ENTRIES SHOWN |
BEGIN

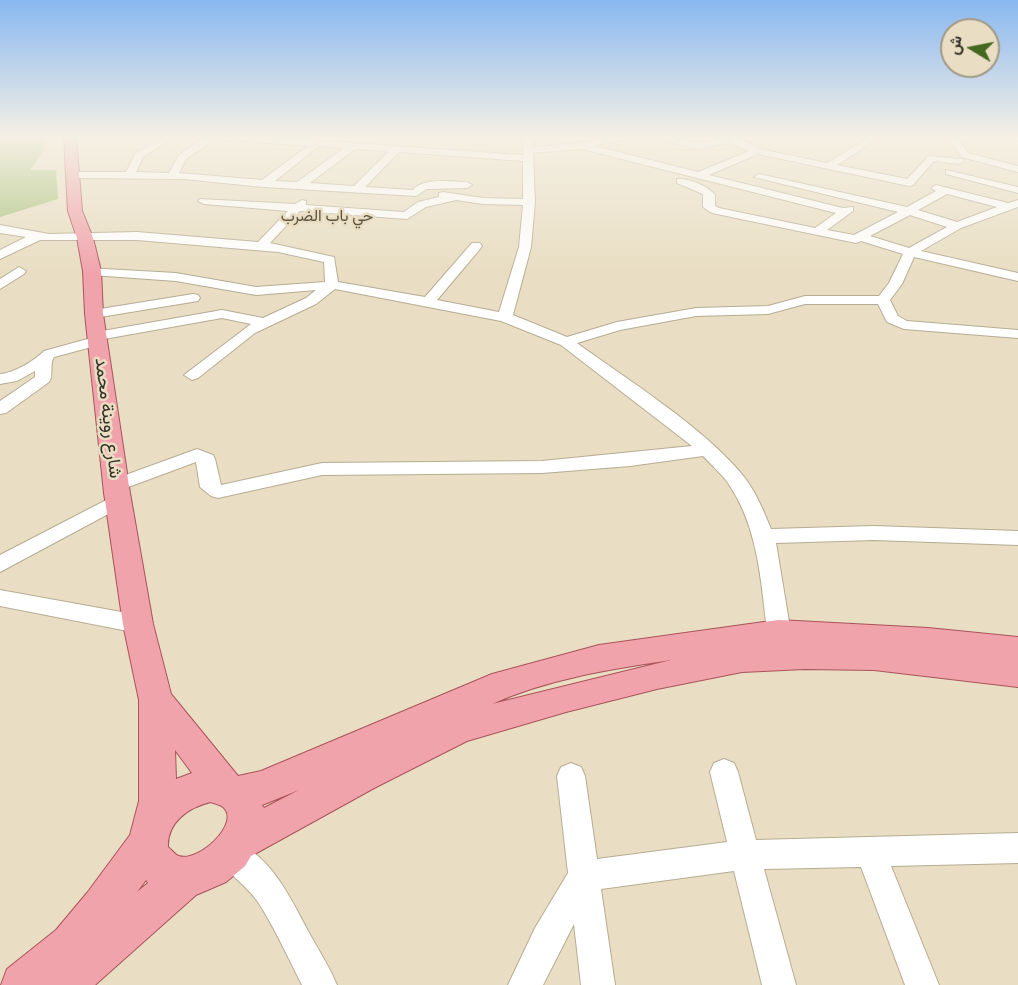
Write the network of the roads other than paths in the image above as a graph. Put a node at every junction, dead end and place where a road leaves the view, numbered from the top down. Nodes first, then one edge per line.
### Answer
1 (73, 182) edge
2 (240, 182) edge
3 (266, 182) edge
4 (305, 182) edge
5 (364, 182) edge
6 (529, 182) edge
7 (681, 182) edge
8 (726, 182) edge
9 (781, 182) edge
10 (848, 182) edge
11 (904, 182) edge
12 (939, 182) edge
13 (988, 182) edge
14 (909, 183) junction
15 (263, 184) junction
16 (467, 185) dead end
17 (300, 186) junction
18 (319, 187) junction
19 (932, 188) junction
20 (357, 189) junction
21 (947, 190) junction
22 (1018, 190) edge
23 (416, 194) junction
24 (456, 196) junction
25 (881, 196) junction
26 (307, 199) junction
27 (204, 201) dead end
28 (529, 202) junction
29 (868, 202) junction
30 (396, 203) dead end
31 (1012, 204) edge
32 (296, 209) junction
33 (843, 211) junction
34 (909, 211) junction
35 (832, 219) junction
36 (957, 226) junction
37 (0, 229) edge
38 (873, 229) junction
39 (817, 232) junction
40 (37, 237) junction
41 (860, 237) junction
42 (86, 238) junction
43 (261, 246) junction
44 (476, 246) dead end
45 (910, 252) junction
46 (0, 255) edge
47 (20, 271) dead end
48 (92, 271) junction
49 (1018, 277) edge
50 (0, 285) edge
51 (332, 285) junction
52 (193, 298) dead end
53 (883, 300) junction
54 (428, 302) junction
55 (505, 317) junction
56 (263, 323) junction
57 (96, 330) junction
58 (1018, 334) edge
59 (566, 342) junction
60 (44, 360) junction
61 (192, 375) dead end
62 (0, 379) edge
63 (0, 409) edge
64 (707, 450) junction
65 (117, 493) junction
66 (764, 537) junction
67 (1018, 538) edge
68 (0, 564) edge
69 (0, 598) edge
70 (138, 624) junction
71 (781, 644) junction
72 (1018, 650) edge
73 (1018, 674) edge
74 (156, 700) junction
75 (724, 772) dead end
76 (571, 776) dead end
77 (230, 791) junction
78 (149, 836) junction
79 (236, 847) junction
80 (1018, 848) edge
81 (870, 850) junction
82 (746, 855) junction
83 (584, 876) junction
84 (186, 877) junction
85 (23, 985) edge
86 (62, 985) edge
87 (320, 985) edge
88 (525, 985) edge
89 (598, 985) edge
90 (779, 985) edge
91 (922, 985) edge

1 - 42 main road, شارع روينة محمد
2 - 15 street
3 - 15 street
4 - 17 street
5 - 20 street
6 - 28 street
7 - 39 street
8 - 33 street
9 - 29 street
10 - 25 street
11 - 14 street
12 - 19 street
13 - 22 street
14 - 19 street
14 - 25 street
15 - 17 street
16 - 23 street
17 - 18 street
18 - 20 street
18 - 26 street
19 - 21 street
20 - 23 street
21 - 31 street
21 - 34 street
23 - 24 street
24 - 28 street
24 - 32 street
25 - 29 street
26 - 30 street
26 - 32 street
27 - 32 street
28 - 55 street
29 - 33 street
29 - 34 street
31 - 36 street
32 - 43 street
33 - 35 street
34 - 36 street
34 - 38 street
35 - 38 street
35 - 39 street
36 - 45 street
37 - 40 street
38 - 41 street
39 - 41 street
40 - 42 street
40 - 46 street
41 - 45 street
42 - 43 street
42 - 48 main road, شارع روينة محمد
43 - 51 street
44 - 54 street
45 - 49 street
45 - 53 street
47 - 50 street
48 - 51 street
48 - 57 main road, شارع روينة محمد
51 - 54 street
51 - 56 street
52 - 57 street
53 - 58 street
53 - 59 street
54 - 55 street
55 - 59 street
56 - 57 street
56 - 61 street
57 - 60 street
57 - 65 main road, شارع روينة محمد
59 - 64 street
60 - 62 street
60 - 63 street
64 - 65 street
64 - 66 street
65 - 68 street
65 - 70 main road, شارع روينة محمد
66 - 67 street
66 - 71 street
69 - 70 street
70 - 74 main road, شارع روينة محمد
71 - 72 main road
71 - 73 main road
71 - 77 main road
71 - 79 main road
74 - 77 main road
74 - 78 main road
75 - 82 street
76 - 83 street
77 - 78 main road
77 - 79 main road
78 - 84 main road
78 - 85 main road
79 - 84 main road
79 - 87 street
80 - 81 street
81 - 82 street
81 - 91 street
82 - 83 street
82 - 90 street
83 - 88 street
83 - 89 street
84 - 86 main road

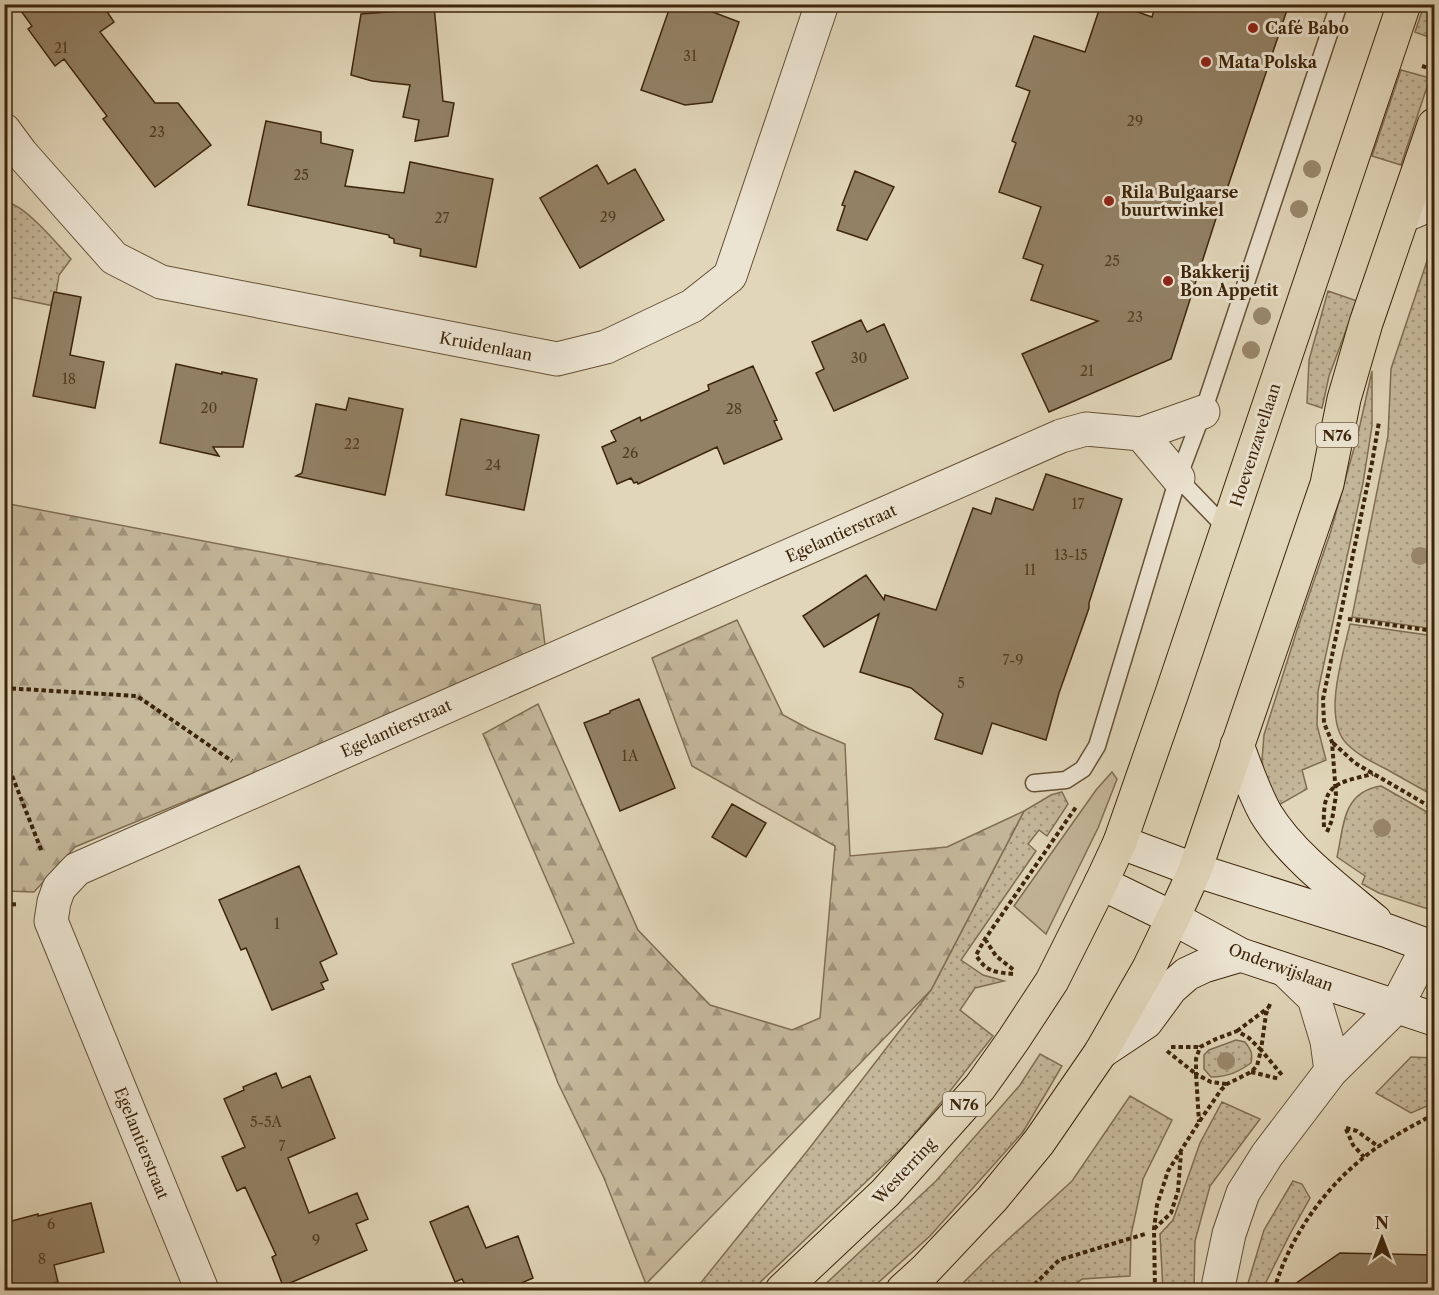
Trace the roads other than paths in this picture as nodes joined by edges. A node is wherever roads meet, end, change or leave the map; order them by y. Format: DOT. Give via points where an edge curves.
graph roads {
  1 [pos="822,4"];
  2 [pos="1339,4"];
  3 [pos="1404,4"];
  4 [pos="1434,125"];
  5 [pos="10,150"];
  6 [pos="1434,202"];
  7 [pos="1403,216"];
  8 [pos="1203,412"];
  9 [pos="1141,434"];
  10 [pos="1178,478"];
  11 [pos="1227,529"];
  12 [pos="1238,745"];
  13 [pos="1034,783"];
  14 [pos="1120,842"];
  15 [pos="1195,870"];
  16 [pos="1101,883"];
  17 [pos="1173,918"];
  18 [pos="1388,932"];
  19 [pos="1431,947"];
  20 [pos="1241,956"];
  21 [pos="1285,970"];
  22 [pos="1396,1007"];
  23 [pos="1434,1019"];
  24 [pos="1101,1052"];
  25 [pos="1331,1071"];
  26 [pos="202,1290"];
  27 [pos="782,1290"];
  28 [pos="903,1290"];
  29 [pos="1218,1290"];
  1 -- 5 [label="street, Kruidenlaan" via="730,276 692,306 606,347 556,359 161,282 114,258"];
  2 -- 8 [label="lane"];
  3 -- 11 [label="main road, Hoevenzavellaan / N76"];
  4 -- 7 [label="main road, N76"];
  6 -- 7 [label="street"];
  7 -- 12 [label="main road, N76" via="1365,323 1327,484"];
  8 -- 9 [label="street, Egelantierstraat"];
  8 -- 10 [label="lane"];
  9 -- 10 [label="street"];
  9 -- 26 [label="street, Egelantierstraat" via="1086,429 1061,436 77,869 59,888 51,921"];
  10 -- 11 [label="lane"];
  10 -- 13 [label="lane" via="1097,746 1083,769 1066,780"];
  11 -- 14 [label="main road, Hoevenzavellaan / N76"];
  12 -- 15 [label="main road, N76"];
  12 -- 18 [label="street" via="1266,813 1288,844"];
  14 -- 15 [label="street"];
  14 -- 16 [label="main road, Hoevenzavellaan / N76"];
  15 -- 17 [label="main road, N76"];
  15 -- 18 [label="street"];
  16 -- 17 [label="street, Onderwijslaan"];
  16 -- 27 [label="main road, Westerring / N76" via="1052,981 980,1087 885,1193"];
  17 -- 20 [label="street, Onderwijslaan"];
  17 -- 24 [label="main road, N76"];
  18 -- 19 [label="street"];
  19 -- 22 [label="street"];
  20 -- 21 [label="street, Onderwijslaan"];
  20 -- 24 [label="street" via="1187,974 1171,988 1146,1022"];
  21 -- 22 [label="street, Onderwijslaan"];
  21 -- 25 [label="street" via="1314,999 1327,1041"];
  22 -- 23 [label="street, Onderwijslaan"];
  22 -- 25 [label="street"];
  24 -- 28 [label="main road, N76" via="1039,1142 992,1199"];
  25 -- 29 [label="street" via="1244,1192 1229,1234"];
}
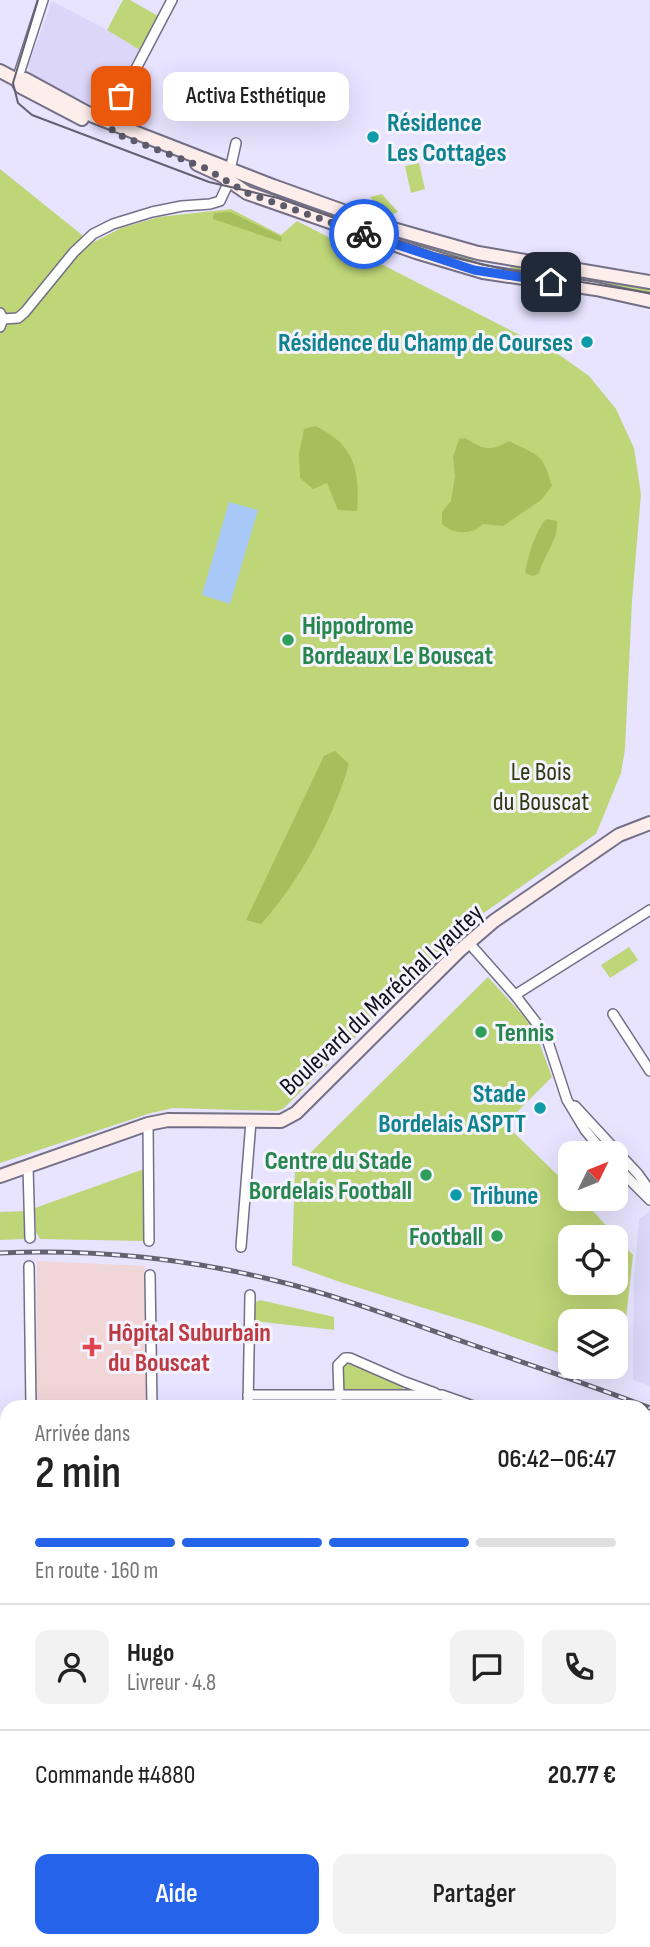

END

WORK ITEM | Leave the images behind and write out every entry exactly.

EXERCISE SOLUTION |
Write the network of the roads other than paths in the image above as a graph. Put a node at every junction, dead end and place where a road leaves the view, numbered from the top down. Nodes first, then one edge per line.
### Answer
1 (73, 182) edge
2 (240, 182) edge
3 (266, 182) edge
4 (305, 182) edge
5 (364, 182) edge
6 (529, 182) edge
7 (681, 182) edge
8 (726, 182) edge
9 (781, 182) edge
10 (848, 182) edge
11 (904, 182) edge
12 (939, 182) edge
13 (988, 182) edge
14 (909, 183) junction
15 (263, 184) junction
16 (467, 185) dead end
17 (300, 186) junction
18 (319, 187) junction
19 (932, 188) junction
20 (357, 189) junction
21 (947, 190) junction
22 (1018, 190) edge
23 (416, 194) junction
24 (456, 196) junction
25 (881, 196) junction
26 (307, 199) junction
27 (204, 201) dead end
28 (529, 202) junction
29 (868, 202) junction
30 (396, 203) dead end
31 (1012, 204) edge
32 (296, 209) junction
33 (843, 211) junction
34 (909, 211) junction
35 (832, 219) junction
36 (957, 226) junction
37 (0, 229) edge
38 (873, 229) junction
39 (817, 232) junction
40 (37, 237) junction
41 (860, 237) junction
42 (86, 238) junction
43 (261, 246) junction
44 (476, 246) dead end
45 (910, 252) junction
46 (0, 255) edge
47 (20, 271) dead end
48 (92, 271) junction
49 (1018, 277) edge
50 (0, 285) edge
51 (332, 285) junction
52 (193, 298) dead end
53 (883, 300) junction
54 (428, 302) junction
55 (505, 317) junction
56 (263, 323) junction
57 (96, 330) junction
58 (1018, 334) edge
59 (566, 342) junction
60 (44, 360) junction
61 (192, 375) dead end
62 (0, 379) edge
63 (0, 409) edge
64 (707, 450) junction
65 (117, 493) junction
66 (764, 537) junction
67 (1018, 538) edge
68 (0, 564) edge
69 (0, 598) edge
70 (138, 624) junction
71 (781, 644) junction
72 (1018, 650) edge
73 (1018, 674) edge
74 (156, 700) junction
75 (724, 772) dead end
76 (571, 776) dead end
77 (230, 791) junction
78 (149, 836) junction
79 (236, 847) junction
80 (1018, 848) edge
81 (870, 850) junction
82 (746, 855) junction
83 (584, 876) junction
84 (186, 877) junction
85 (23, 985) edge
86 (62, 985) edge
87 (320, 985) edge
88 (525, 985) edge
89 (598, 985) edge
90 (779, 985) edge
91 (922, 985) edge

1 - 42 main road, شارع روينة محمد
2 - 15 street
3 - 15 street
4 - 17 street
5 - 20 street
6 - 28 street
7 - 39 street
8 - 33 street
9 - 29 street
10 - 25 street
11 - 14 street
12 - 19 street
13 - 22 street
14 - 19 street
14 - 25 street
15 - 17 street
16 - 23 street
17 - 18 street
18 - 20 street
18 - 26 street
19 - 21 street
20 - 23 street
21 - 31 street
21 - 34 street
23 - 24 street
24 - 28 street
24 - 32 street
25 - 29 street
26 - 30 street
26 - 32 street
27 - 32 street
28 - 55 street
29 - 33 street
29 - 34 street
31 - 36 street
32 - 43 street
33 - 35 street
34 - 36 street
34 - 38 street
35 - 38 street
35 - 39 street
36 - 45 street
37 - 40 street
38 - 41 street
39 - 41 street
40 - 42 street
40 - 46 street
41 - 45 street
42 - 43 street
42 - 48 main road, شارع روينة محمد
43 - 51 street
44 - 54 street
45 - 49 street
45 - 53 street
47 - 50 street
48 - 51 street
48 - 57 main road, شارع روينة محمد
51 - 54 street
51 - 56 street
52 - 57 street
53 - 58 street
53 - 59 street
54 - 55 street
55 - 59 street
56 - 57 street
56 - 61 street
57 - 60 street
57 - 65 main road, شارع روينة محمد
59 - 64 street
60 - 62 street
60 - 63 street
64 - 65 street
64 - 66 street
65 - 68 street
65 - 70 main road, شارع روينة محمد
66 - 67 street
66 - 71 street
69 - 70 street
70 - 74 main road, شارع روينة محمد
71 - 72 main road
71 - 73 main road
71 - 77 main road
71 - 79 main road
74 - 77 main road
74 - 78 main road
75 - 82 street
76 - 83 street
77 - 78 main road
77 - 79 main road
78 - 84 main road
78 - 85 main road
79 - 84 main road
79 - 87 street
80 - 81 street
81 - 82 street
81 - 91 street
82 - 83 street
82 - 90 street
83 - 88 street
83 - 89 street
84 - 86 main road

Trace the roads other than paths in this picture as nodes joined by edges. A node is wherever roads meet, end, change or leave the map; order them by y. Format: DOT. Give via points where an edge curves.
graph roads {
  1 [pos="822,4"];
  2 [pos="1339,4"];
  3 [pos="1404,4"];
  4 [pos="1434,125"];
  5 [pos="10,150"];
  6 [pos="1434,202"];
  7 [pos="1403,216"];
  8 [pos="1203,412"];
  9 [pos="1141,434"];
  10 [pos="1178,478"];
  11 [pos="1227,529"];
  12 [pos="1238,745"];
  13 [pos="1034,783"];
  14 [pos="1120,842"];
  15 [pos="1195,870"];
  16 [pos="1101,883"];
  17 [pos="1173,918"];
  18 [pos="1388,932"];
  19 [pos="1431,947"];
  20 [pos="1241,956"];
  21 [pos="1285,970"];
  22 [pos="1396,1007"];
  23 [pos="1434,1019"];
  24 [pos="1101,1052"];
  25 [pos="1331,1071"];
  26 [pos="202,1290"];
  27 [pos="782,1290"];
  28 [pos="903,1290"];
  29 [pos="1218,1290"];
  1 -- 5 [label="street, Kruidenlaan" via="730,276 692,306 606,347 556,359 161,282 114,258"];
  2 -- 8 [label="lane"];
  3 -- 11 [label="main road, Hoevenzavellaan / N76"];
  4 -- 7 [label="main road, N76"];
  6 -- 7 [label="street"];
  7 -- 12 [label="main road, N76" via="1365,323 1327,484"];
  8 -- 9 [label="street, Egelantierstraat"];
  8 -- 10 [label="lane"];
  9 -- 10 [label="street"];
  9 -- 26 [label="street, Egelantierstraat" via="1086,429 1061,436 77,869 59,888 51,921"];
  10 -- 11 [label="lane"];
  10 -- 13 [label="lane" via="1097,746 1083,769 1066,780"];
  11 -- 14 [label="main road, Hoevenzavellaan / N76"];
  12 -- 15 [label="main road, N76"];
  12 -- 18 [label="street" via="1266,813 1288,844"];
  14 -- 15 [label="street"];
  14 -- 16 [label="main road, Hoevenzavellaan / N76"];
  15 -- 17 [label="main road, N76"];
  15 -- 18 [label="street"];
  16 -- 17 [label="street, Onderwijslaan"];
  16 -- 27 [label="main road, Westerring / N76" via="1052,981 980,1087 885,1193"];
  17 -- 20 [label="street, Onderwijslaan"];
  17 -- 24 [label="main road, N76"];
  18 -- 19 [label="street"];
  19 -- 22 [label="street"];
  20 -- 21 [label="street, Onderwijslaan"];
  20 -- 24 [label="street" via="1187,974 1171,988 1146,1022"];
  21 -- 22 [label="street, Onderwijslaan"];
  21 -- 25 [label="street" via="1314,999 1327,1041"];
  22 -- 23 [label="street, Onderwijslaan"];
  22 -- 25 [label="street"];
  24 -- 28 [label="main road, N76" via="1039,1142 992,1199"];
  25 -- 29 [label="street" via="1244,1192 1229,1234"];
}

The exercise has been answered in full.